Key principles in neurocritical care, regardless of the pathology or procedure, include the prevention of secondary insults to the brain, ischemic or otherwise, and the maintenance of cerebral blood flow (CBF). Traditionally, these goals have been achieved through monitoring of intracranial pressure (ICP) and maintenance of an appropriate cerebral perfusion pressure (CPP) (Chapter 41). Intraparenchymal bolts for measuring ICP are inserted in patients with a neurologic exam that is difficult to follow, typically equivalent to a Glasgow Coma Scale of 8 or less. Cerebral perfusion pressure is calculated as the difference between mean arterial pressure (MAP) and ICP. Standard thresholds for intervention are an ICP greater than 20 mm Hg or a CPP less than 60 mm Hg, although care should be tailored on an individual basis.

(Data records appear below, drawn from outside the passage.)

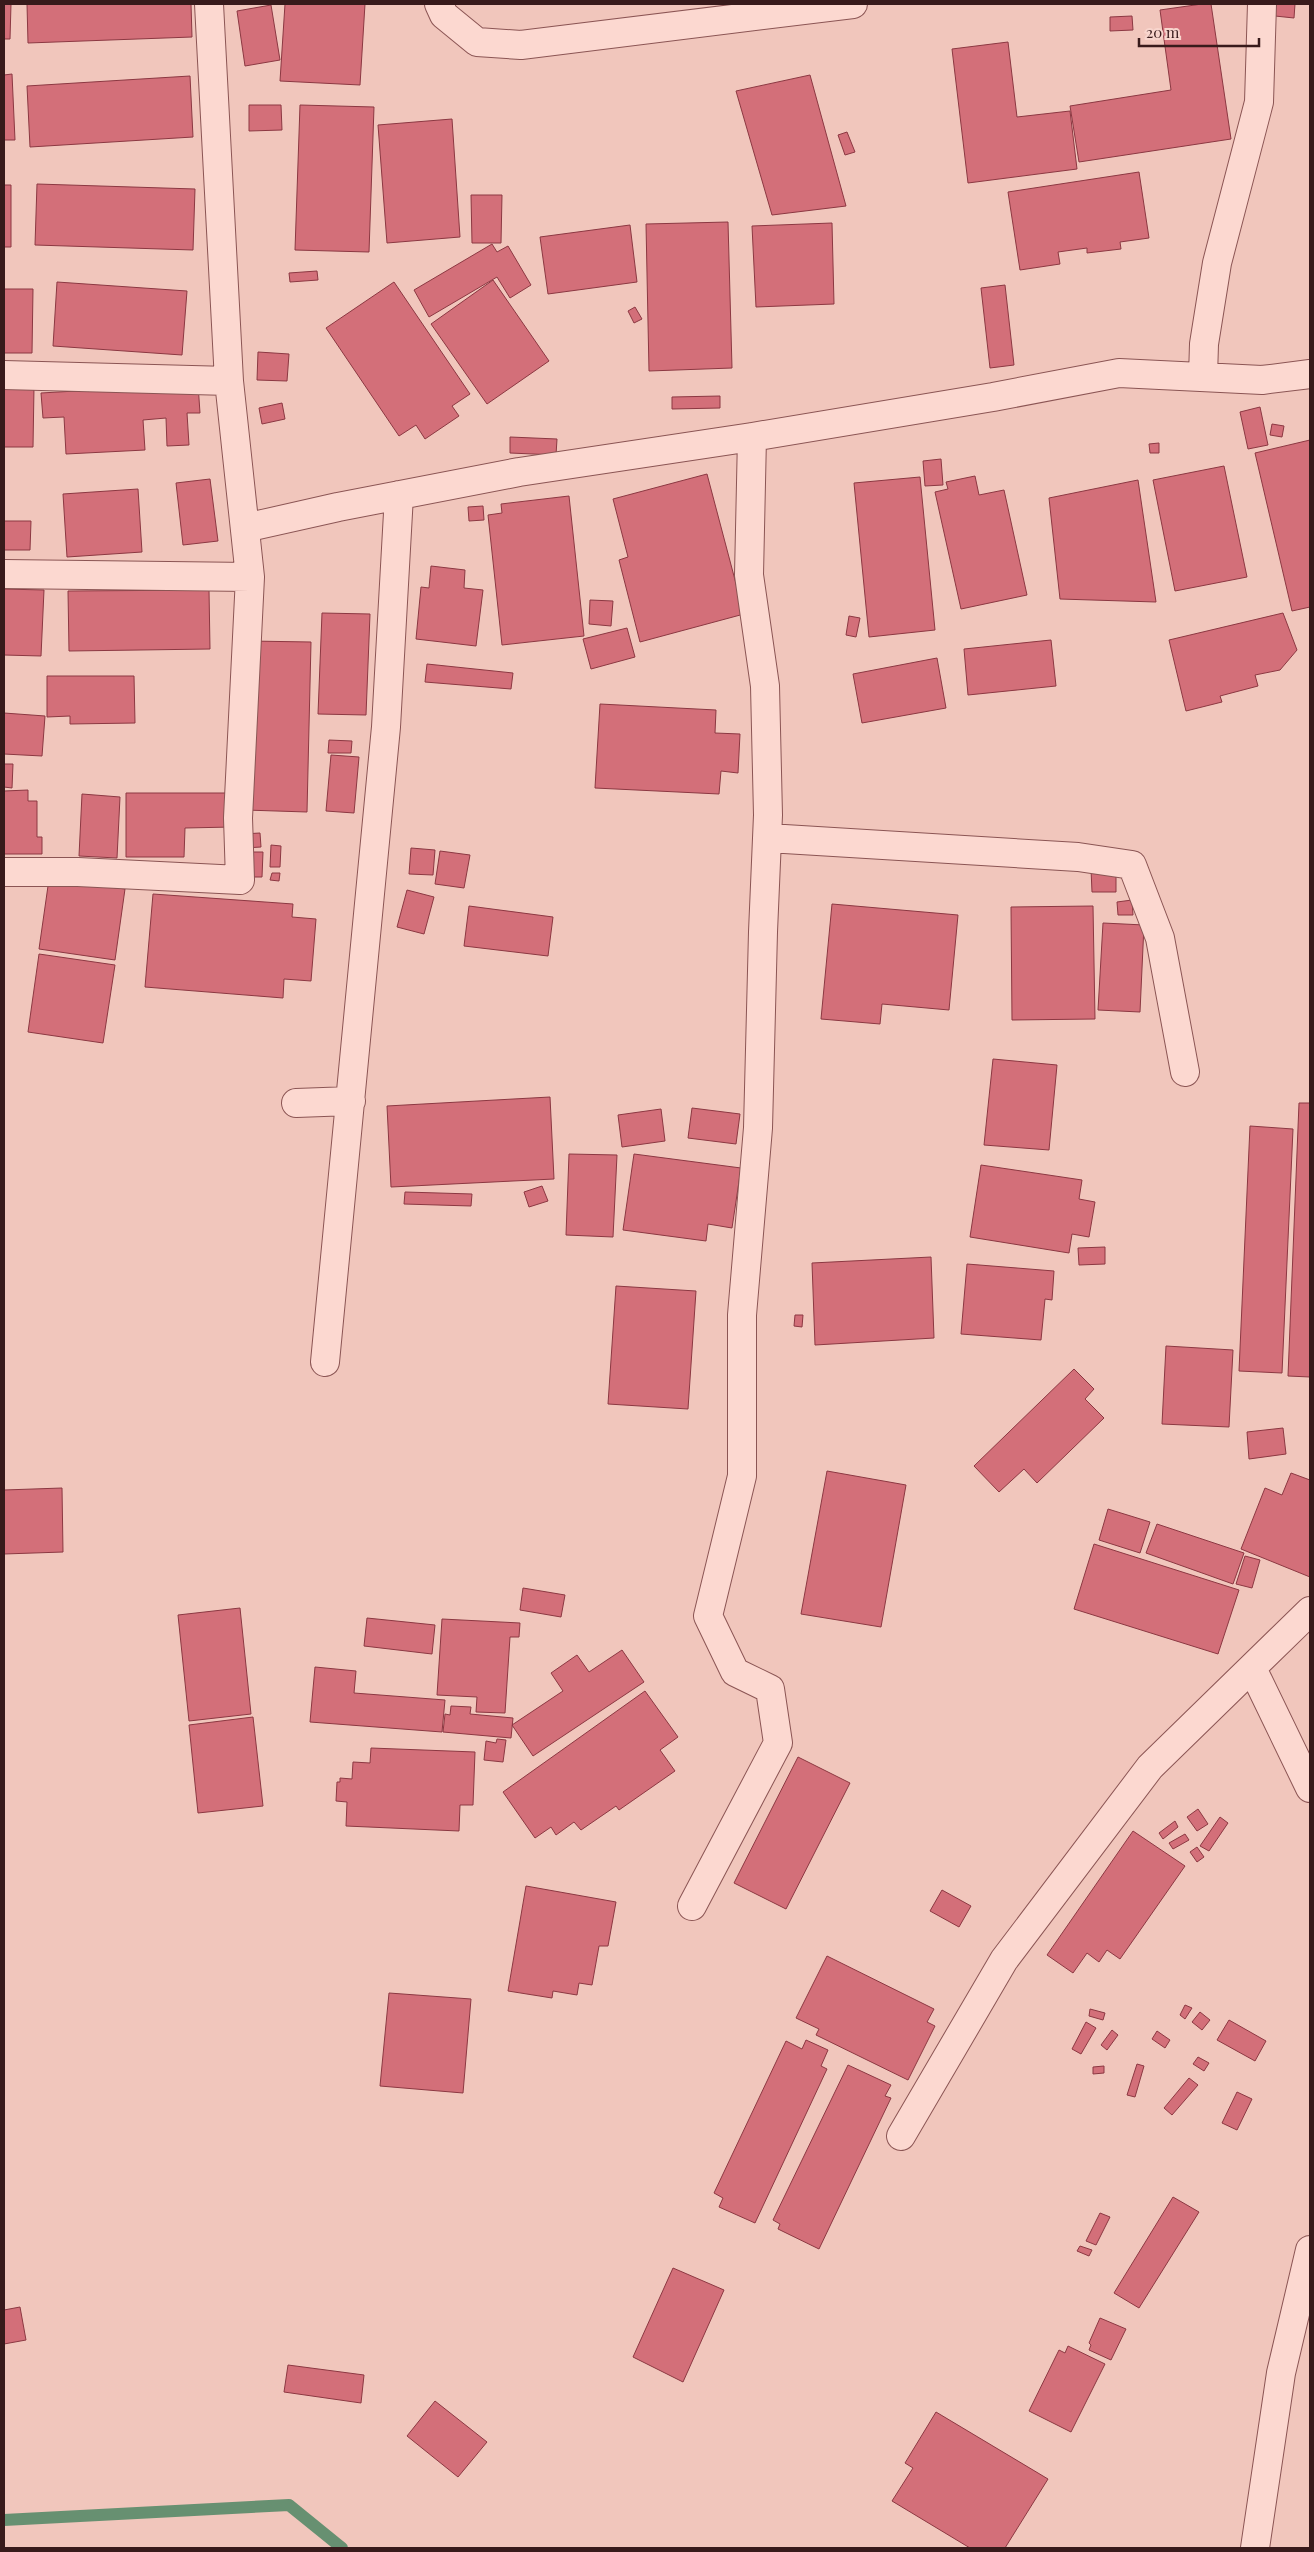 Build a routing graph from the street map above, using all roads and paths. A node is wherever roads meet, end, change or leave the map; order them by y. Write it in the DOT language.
graph roads {
  1 [pos="209,4"];
  2 [pos="439,4"];
  3 [pos="854,4"];
  4 [pos="1262,4"];
  5 [pos="800,7"];
  6 [pos="1310,374"];
  7 [pos="4,375"];
  8 [pos="1204,377"];
  9 [pos="228,381"];
  10 [pos="752,437"];
  11 [pos="399,495"];
  12 [pos="245,528"];
  13 [pos="4,574"];
  14 [pos="250,578"];
  15 [pos="768,838"];
  16 [pos="4,872"];
  17 [pos="1184,1072"];
  18 [pos="351,1101"];
  19 [pos="296,1103"];
  20 [pos="325,1362"];
  21 [pos="1310,1611"];
  22 [pos="1252,1668"];
  23 [pos="1310,1788"];
  24 [pos="692,1906"];
  25 [pos="901,2136"];
  26 [pos="1310,2250"];
  27 [pos="1255,2548"];
  1 -- 9 [label="street"];
  2 -- 5 [label="street"];
  3 -- 5 [label="street"];
  4 -- 8 [label="street"];
  6 -- 8 [label="street"];
  7 -- 9 [label="street"];
  8 -- 10 [label="street"];
  9 -- 12 [label="street"];
  10 -- 11 [label="street"];
  10 -- 15 [label="street"];
  11 -- 12 [label="street"];
  11 -- 18 [label="street"];
  12 -- 14 [label="street"];
  13 -- 14 [label="street"];
  14 -- 16 [label="street"];
  15 -- 17 [label="street"];
  15 -- 24 [label="street"];
  18 -- 19 [label="street"];
  18 -- 20 [label="street"];
  21 -- 22 [label="street"];
  22 -- 23 [label="street"];
  22 -- 25 [label="street"];
  26 -- 27 [label="street"];
}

Treatment of intracranial hypertension should be based on a stepwise algorithm starting with sedation (Chapter 5) and osmotic therapy (i.e., mannitol or hypertonic saline). Hyperventilation can be used acutely to lower ICP but is not useful for the long-term management of elevated ICP. If these strategies do not control intracranial hypertension, cerebrospinal fluid drainage via ventriculostomy placement and institution of pharmacologic paralysis (Chapter 6) may be necessary. Decompressive hemicraniectomy and pentobarbital coma are often reserved for intractable intracranial hypertension.

Other methods of monitoring cerebral physiology have been explored because of evidence that ICP- and CPP-based care sometimes fail to detect episodes of cerebral compromise. Brain oxygen electrodes are a useful adjunct for detecting brain hypoxia, and there are data to support improved clinical outcomes using this technology. In addition to their traditional role in seizure management, electroencephalography (EEG) can be utilized to detect ischemia using various algorithms. Cerebral microdialysis is a method for analyzing cellular metabolites in the brain. The lactate-pyruvate ratio is the most well-studied marker of cerebral metabolic dysfunction, but it, along with other microdialysis markers, is primarily a research tool currently and therefore is not routinely used in the clinical setting.